### STUDY MATERIAL:
* * * * * * * * *

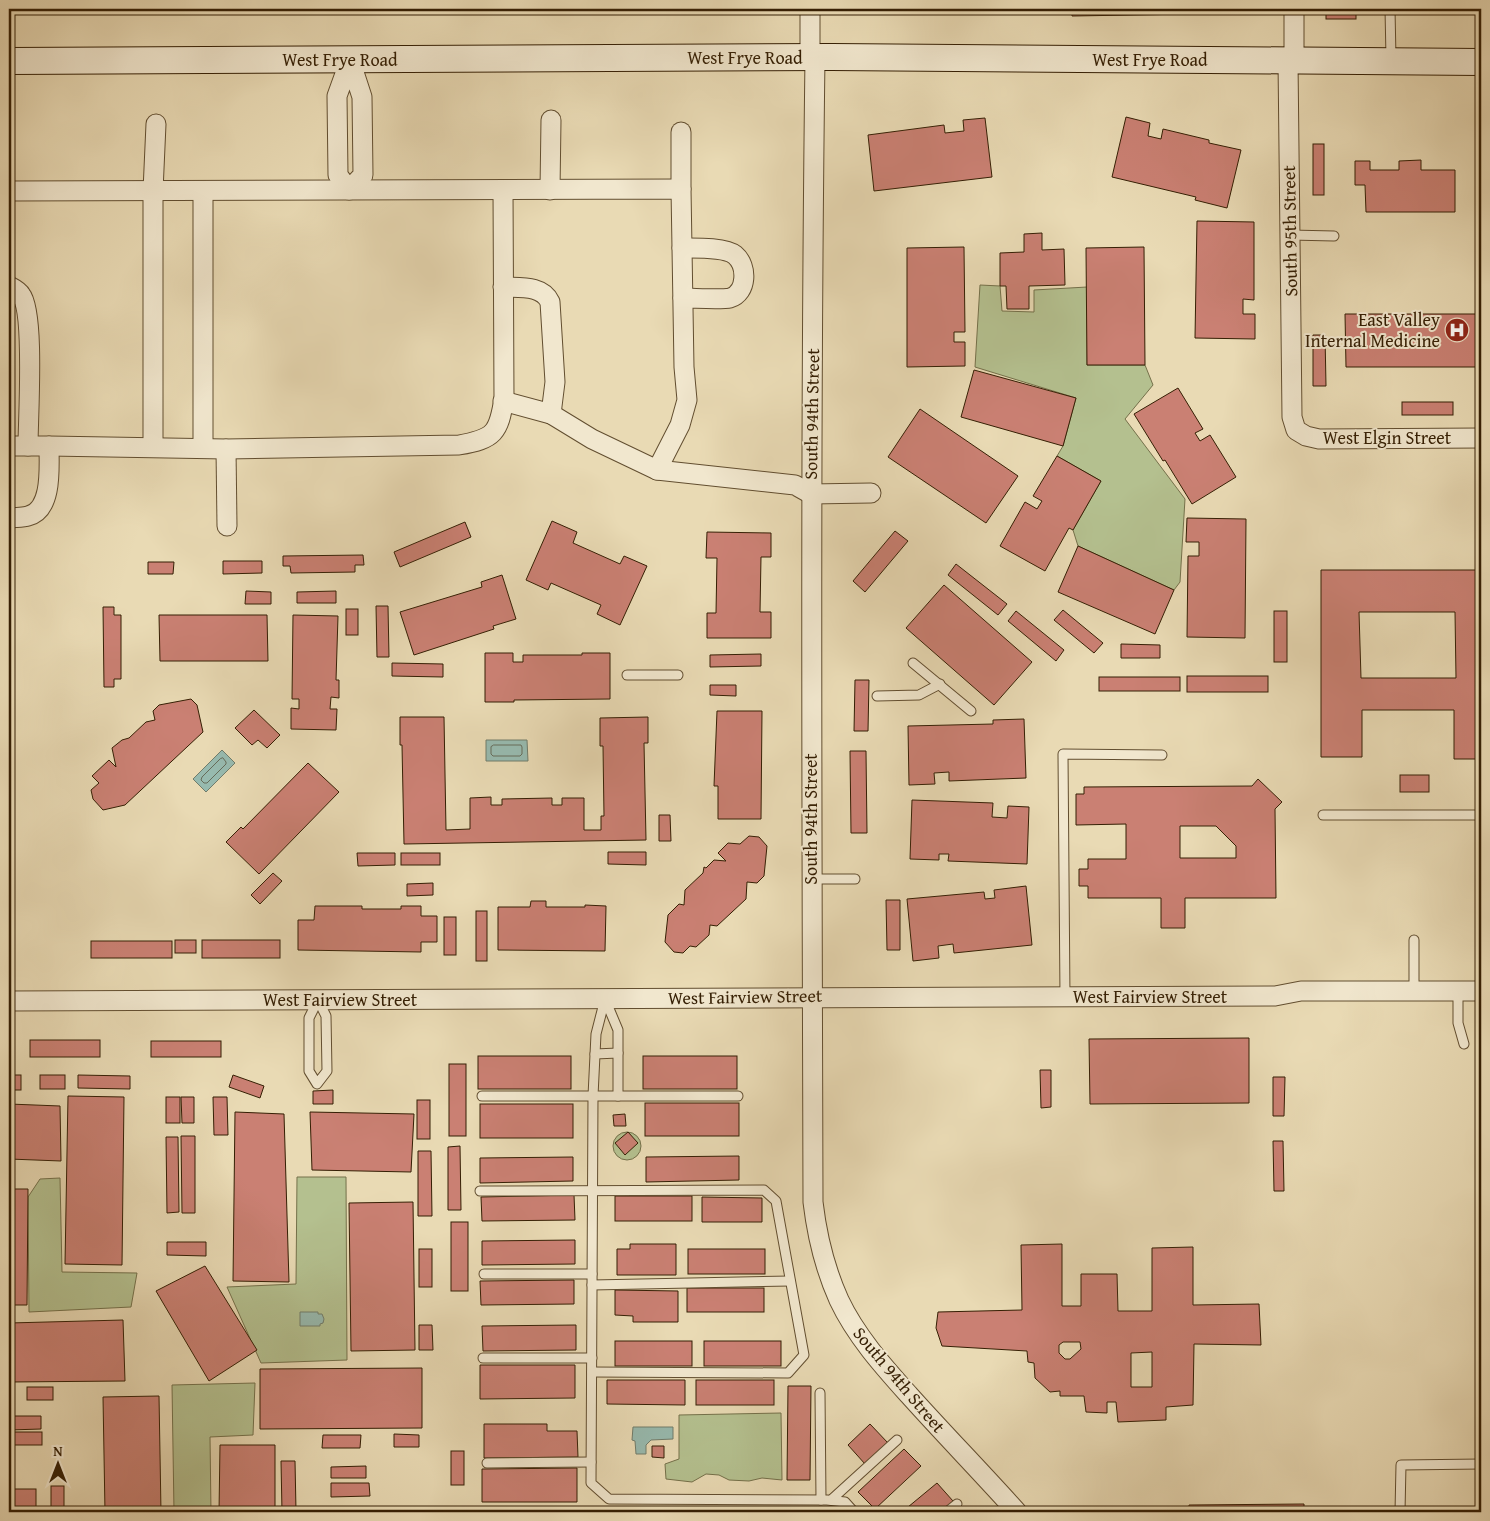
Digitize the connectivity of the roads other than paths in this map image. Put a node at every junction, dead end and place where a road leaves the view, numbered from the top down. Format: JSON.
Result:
{"nodes":[{"id":1,"x":810,"y":9,"type":"edge"},
{"id":2,"x":1294,"y":9,"type":"edge"},
{"id":3,"x":1390,"y":9,"type":"edge"},
{"id":4,"x":813,"y":58,"type":"junction"},
{"id":5,"x":350,"y":60,"type":"junction"},
{"id":6,"x":9,"y":61,"type":"edge"},
{"id":7,"x":1291,"y":61,"type":"junction"},
{"id":8,"x":1390,"y":61,"type":"junction"},
{"id":9,"x":1481,"y":62,"type":"edge"},
{"id":10,"x":551,"y":120,"type":"dead end"},
{"id":11,"x":156,"y":124,"type":"dead end"},
{"id":12,"x":681,"y":132,"type":"dead end"},
{"id":13,"x":681,"y":189,"type":"junction"},
{"id":14,"x":350,"y":190,"type":"junction"},
{"id":15,"x":503,"y":190,"type":"junction"},
{"id":16,"x":550,"y":190,"type":"junction"},
{"id":17,"x":153,"y":191,"type":"junction"},
{"id":18,"x":203,"y":191,"type":"junction"},
{"id":19,"x":9,"y":192,"type":"edge"},
{"id":20,"x":1290,"y":235,"type":"junction"},
{"id":21,"x":1334,"y":236,"type":"dead end"},
{"id":22,"x":682,"y":248,"type":"junction"},
{"id":23,"x":9,"y":286,"type":"edge"},
{"id":24,"x":503,"y":287,"type":"junction"},
{"id":25,"x":683,"y":298,"type":"junction"},
{"id":26,"x":504,"y":402,"type":"junction"},
{"id":27,"x":550,"y":414,"type":"junction"},
{"id":28,"x":1296,"y":430,"type":"joint"},
{"id":29,"x":1481,"y":438,"type":"edge"},
{"id":30,"x":9,"y":446,"type":"edge"},
{"id":31,"x":28,"y":446,"type":"junction"},
{"id":32,"x":49,"y":446,"type":"junction"},
{"id":33,"x":153,"y":447,"type":"junction"},
{"id":34,"x":203,"y":448,"type":"junction"},
{"id":35,"x":226,"y":449,"type":"junction"},
{"id":36,"x":657,"y":470,"type":"junction"},
{"id":37,"x":871,"y":493,"type":"dead end"},
{"id":38,"x":811,"y":494,"type":"junction"},
{"id":39,"x":9,"y":518,"type":"edge"},
{"id":40,"x":227,"y":526,"type":"dead end"},
{"id":41,"x":913,"y":663,"type":"dead end"},
{"id":42,"x":627,"y":675,"type":"dead end"},
{"id":43,"x":678,"y":675,"type":"dead end"},
{"id":44,"x":940,"y":684,"type":"junction"},
{"id":45,"x":877,"y":696,"type":"dead end"},
{"id":46,"x":971,"y":711,"type":"dead end"},
{"id":47,"x":1162,"y":755,"type":"dead end"},
{"id":48,"x":1323,"y":815,"type":"dead end"},
{"id":49,"x":1481,"y":816,"type":"edge"},
{"id":50,"x":811,"y":879,"type":"junction"},
{"id":51,"x":856,"y":879,"type":"dead end"},
{"id":52,"x":1414,"y":940,"type":"dead end"},
{"id":53,"x":1414,"y":990,"type":"junction"},
{"id":54,"x":1458,"y":991,"type":"junction"},
{"id":55,"x":1481,"y":991,"type":"edge"},
{"id":56,"x":812,"y":996,"type":"junction"},
{"id":57,"x":1065,"y":997,"type":"junction"},
{"id":58,"x":605,"y":999,"type":"junction"},
{"id":59,"x":9,"y":1000,"type":"edge"},
{"id":60,"x":318,"y":1000,"type":"junction"},
{"id":61,"x":1464,"y":1044,"type":"dead end"},
{"id":62,"x":618,"y":1053,"type":"junction"},
{"id":63,"x":595,"y":1054,"type":"junction"},
{"id":64,"x":482,"y":1096,"type":"dead end"},
{"id":65,"x":594,"y":1096,"type":"junction"},
{"id":66,"x":618,"y":1096,"type":"junction"},
{"id":67,"x":738,"y":1096,"type":"dead end"},
{"id":68,"x":592,"y":1190,"type":"junction"},
{"id":69,"x":480,"y":1191,"type":"dead end"},
{"id":70,"x":484,"y":1274,"type":"dead end"},
{"id":71,"x":592,"y":1274,"type":"junction"},
{"id":72,"x":790,"y":1281,"type":"junction"},
{"id":73,"x":592,"y":1285,"type":"junction"},
{"id":74,"x":483,"y":1358,"type":"dead end"},
{"id":75,"x":592,"y":1358,"type":"junction"},
{"id":76,"x":592,"y":1372,"type":"junction"},
{"id":77,"x":820,"y":1393,"type":"dead end"},
{"id":78,"x":897,"y":1440,"type":"dead end"},
{"id":79,"x":591,"y":1462,"type":"junction"},
{"id":80,"x":487,"y":1464,"type":"dead end"},
{"id":81,"x":1481,"y":1464,"type":"edge"},
{"id":82,"x":821,"y":1500,"type":"junction"},
{"id":83,"x":830,"y":1500,"type":"junction"},
{"id":84,"x":957,"y":1504,"type":"dead end"},
{"id":85,"x":854,"y":1512,"type":"edge"},
{"id":86,"x":948,"y":1512,"type":"edge"},
{"id":87,"x":1017,"y":1512,"type":"edge"},
{"id":88,"x":1400,"y":1512,"type":"edge"}],
"edges":[{"from":1,"to":4,"type":"street","name":"South 94th Street"},
{"from":2,"to":7,"type":"street","name":"South 95th Street"},
{"from":3,"to":8,"type":"lane"},
{"from":4,"to":5,"type":"street","name":"West Frye Road"},
{"from":4,"to":7,"type":"street","name":"West Frye Road"},
{"from":4,"to":38,"type":"street","name":"South 94th Street"},
{"from":5,"to":6,"type":"street","name":"West Frye Road"},
{"from":5,"to":14,"type":"street"},
{"from":7,"to":8,"type":"street","name":"West Frye Road"},
{"from":7,"to":20,"type":"street","name":"South 95th Street"},
{"from":8,"to":9,"type":"street","name":"West Frye Road"},
{"from":10,"to":16,"type":"street"},
{"from":11,"to":17,"type":"street"},
{"from":12,"to":13,"type":"street"},
{"from":13,"to":16,"type":"street"},
{"from":13,"to":22,"type":"street"},
{"from":14,"to":15,"type":"street"},
{"from":14,"to":18,"type":"street"},
{"from":15,"to":16,"type":"street"},
{"from":15,"to":24,"type":"street"},
{"from":17,"to":18,"type":"street"},
{"from":17,"to":19,"type":"street"},
{"from":17,"to":33,"type":"street"},
{"from":18,"to":34,"type":"street"},
{"from":20,"to":21,"type":"lane"},
{"from":20,"to":28,"type":"street","name":"South 95th Street"},
{"from":22,"to":25,"type":"street"},
{"from":22,"to":25,"type":"street"},
{"from":23,"to":31,"type":"street"},
{"from":24,"to":26,"type":"street"},
{"from":24,"to":27,"type":"street"},
{"from":25,"to":36,"type":"street"},
{"from":26,"to":27,"type":"street"},
{"from":26,"to":35,"type":"street"},
{"from":27,"to":36,"type":"street"},
{"from":28,"to":29,"type":"street","name":"West Elgin Street"},
{"from":30,"to":31,"type":"street"},
{"from":31,"to":32,"type":"street"},
{"from":32,"to":33,"type":"street"},
{"from":32,"to":39,"type":"street"},
{"from":33,"to":34,"type":"street"},
{"from":34,"to":35,"type":"street"},
{"from":35,"to":40,"type":"street"},
{"from":36,"to":38,"type":"street"},
{"from":37,"to":38,"type":"street"},
{"from":38,"to":50,"type":"street","name":"South 94th Street"},
{"from":41,"to":44,"type":"lane"},
{"from":42,"to":43,"type":"lane"},
{"from":44,"to":45,"type":"lane"},
{"from":44,"to":46,"type":"lane"},
{"from":47,"to":57,"type":"lane"},
{"from":48,"to":49,"type":"lane"},
{"from":50,"to":51,"type":"lane"},
{"from":50,"to":56,"type":"street","name":"South 94th Street"},
{"from":52,"to":53,"type":"lane"},
{"from":53,"to":54,"type":"street","name":"West Fairview Street"},
{"from":53,"to":57,"type":"street","name":"West Fairview Street"},
{"from":54,"to":55,"type":"street","name":"West Fairview Street"},
{"from":54,"to":61,"type":"lane"},
{"from":56,"to":57,"type":"street","name":"West Fairview Street"},
{"from":56,"to":58,"type":"street","name":"West Fairview Street"},
{"from":56,"to":87,"type":"street","name":"South 94th Street"},
{"from":58,"to":60,"type":"street","name":"West Fairview Street"},
{"from":58,"to":62,"type":"lane"},
{"from":58,"to":63,"type":"lane"},
{"from":59,"to":60,"type":"street","name":"West Fairview Street"},
{"from":60,"to":60,"type":"lane"},
{"from":62,"to":63,"type":"lane"},
{"from":62,"to":66,"type":"lane"},
{"from":63,"to":65,"type":"lane"},
{"from":64,"to":65,"type":"lane"},
{"from":65,"to":66,"type":"lane"},
{"from":65,"to":68,"type":"lane"},
{"from":66,"to":67,"type":"lane"},
{"from":68,"to":69,"type":"lane"},
{"from":68,"to":71,"type":"lane"},
{"from":68,"to":72,"type":"lane"},
{"from":70,"to":71,"type":"lane"},
{"from":71,"to":73,"type":"lane"},
{"from":72,"to":73,"type":"lane"},
{"from":72,"to":76,"type":"lane"},
{"from":73,"to":75,"type":"lane"},
{"from":74,"to":75,"type":"lane"},
{"from":75,"to":76,"type":"lane"},
{"from":76,"to":79,"type":"lane"},
{"from":77,"to":82,"type":"lane"},
{"from":78,"to":83,"type":"lane"},
{"from":79,"to":80,"type":"lane"},
{"from":79,"to":82,"type":"lane"},
{"from":81,"to":88,"type":"lane"},
{"from":82,"to":83,"type":"lane"},
{"from":83,"to":85,"type":"lane"},
{"from":84,"to":86,"type":"lane"}]}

* * * * * * * * *

### TASK DESCRIPTION:
Lines with "Fairview" in them are what the answer must contain; copy each from the records above.

### ANSWER TO THIS TASK:
{"from":53,"to":54,"type":"street","name":"West Fairview Street"},
{"from":53,"to":57,"type":"street","name":"West Fairview Street"},
{"from":54,"to":55,"type":"street","name":"West Fairview Street"},
{"from":56,"to":57,"type":"street","name":"West Fairview Street"},
{"from":56,"to":58,"type":"street","name":"West Fairview Street"},
{"from":58,"to":60,"type":"street","name":"West Fairview Street"},
{"from":59,"to":60,"type":"street","name":"West Fairview Street"},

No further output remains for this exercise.